Allah kulunu severse
Yemen’de yetişen velîlerden Şeyh Hubeyşî hazretlerine, bir gün sordular:
- Efendim, Allahın bir kimseyi sevdiğinin alâmeti nedir?
Buyurdu ki:
- Allahü teâlâ bir kulunu severse, ona iki şey nasîb eder. Birincisi, sevdiği bir kulunu, mesela bir İslâm âlimini, bir evliyâ zâtı, bir Allah adamını tanıtır ona.
- Öbürü nedir efendim?
- Ona hayırlı bir iş nasîb eder.
Ve îzah etti bunları:
- Yâni o kimse, o Allah adamından dînini doğru olarak öğrenir ve bu öğrendiklerini eşine dostuna ve sözünün geçtiği kimselere öğretir. İnsanların dinlerine ve dünyalarına hizmet eder.
- Daha çok severse hocam?
- Daha çok severse, ona derd-ü belâ verir. Sıkıntı gönderir.
Dünyada en güzel şey
Bir gün de;
- Dünyâda en güzel şey nedir? diye sordular bu zâta.
- Dünyâya düşkün olmamaktır, buyurdu.
- En kıymetli maden nedir?
- Altın.
- Peki altından kıymetli olan nedir?
- Onu, bir ihtiyacı olana vermektir.
Müslüman kıymetlidir
Bir gün de buyurdu ki:
- Müslüman, çok kıymetlidir. Dünyâya bedeldir o. Müslümanın yüzüne bakmak ibâdettir.
- İbâdet mi? dediler.
- Evet, buyurdu. Müminin yüzüne sevgiyle bakana, cenâb-ı Hak “yüz umre sevabı” verir.
- Hikmeti ne hocam?
- Çünkü Müslüman, Allahın dostudur. Hâlis Müslümana, gökteki melekler bile imrenerek bakarlar.
Duam kabul olmuyor!
Bir gün de sordu bir genç:
- Hocam, duâlarımın kabul olması için ne yapayım?
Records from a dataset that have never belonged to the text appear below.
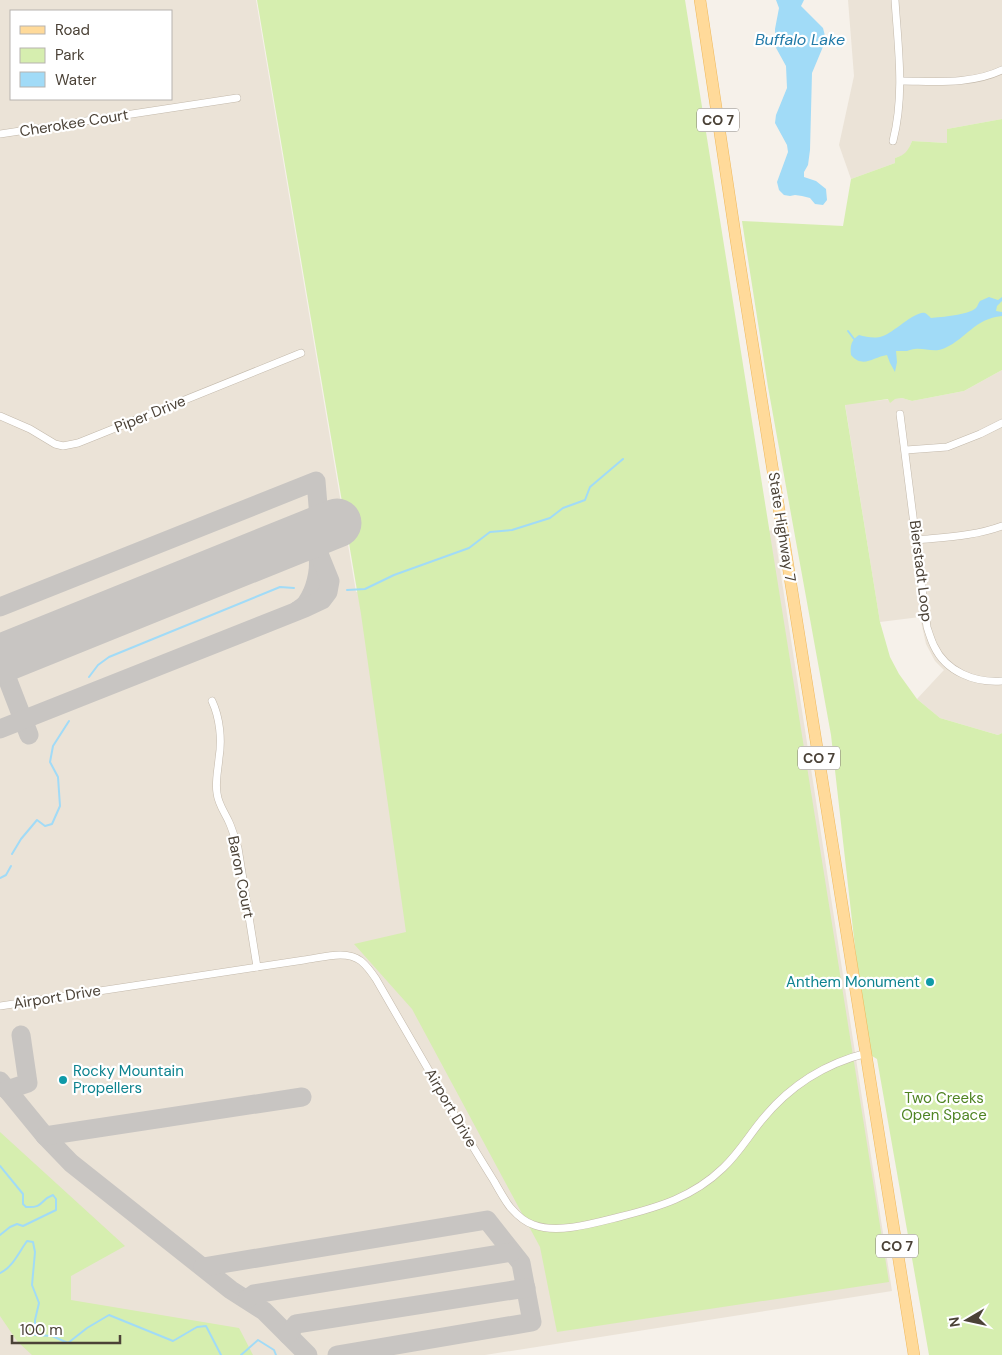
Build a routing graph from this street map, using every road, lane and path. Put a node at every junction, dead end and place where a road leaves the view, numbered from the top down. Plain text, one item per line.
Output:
1 (700, 0) edge
2 (895, 0) edge
3 (1002, 70) edge
4 (901, 81) junction
5 (237, 98) dead end
6 (0, 134) edge
7 (893, 141) dead end
8 (301, 353) dead end
9 (900, 414) dead end
10 (0, 416) edge
11 (1002, 422) edge
12 (906, 450) junction
13 (1002, 526) edge
14 (917, 540) junction
15 (1002, 681) edge
16 (212, 701) dead end
17 (257, 968) junction
18 (0, 1006) edge
19 (867, 1053) junction
20 (914, 1355) edge

1 - 19 main road, State Highway 7 / CO 7
2 - 4 street
3 - 4 street
4 - 7 street
5 - 6 street, Cherokee Court
8 - 10 street, Piper Drive
9 - 12 street, Bierstadt Loop
11 - 12 street
12 - 14 street, Bierstadt Loop
13 - 14 street
14 - 15 street, Bierstadt Loop
16 - 17 street, Baron Court
17 - 18 street, Airport Drive
17 - 19 street, Airport Drive
19 - 20 main road, CO 7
Cevap olarak ağzını gösterdi mübarek.
Genç bir şey anlamadı bundan.
- Özür dilerim, anlamadım efendim.
Buyurdu ki:
- Ağzına girene ve ağzından çıkana dikkat et evlâdım! Bütün iş bundadır.
- Nasıl yâni hocam?
- Yânisi şu ki, haram yeme ve haram konuşma evlâdım. Ancak böyle bir ağızla yapılan duâları kabul eder Allahü teâlâ.?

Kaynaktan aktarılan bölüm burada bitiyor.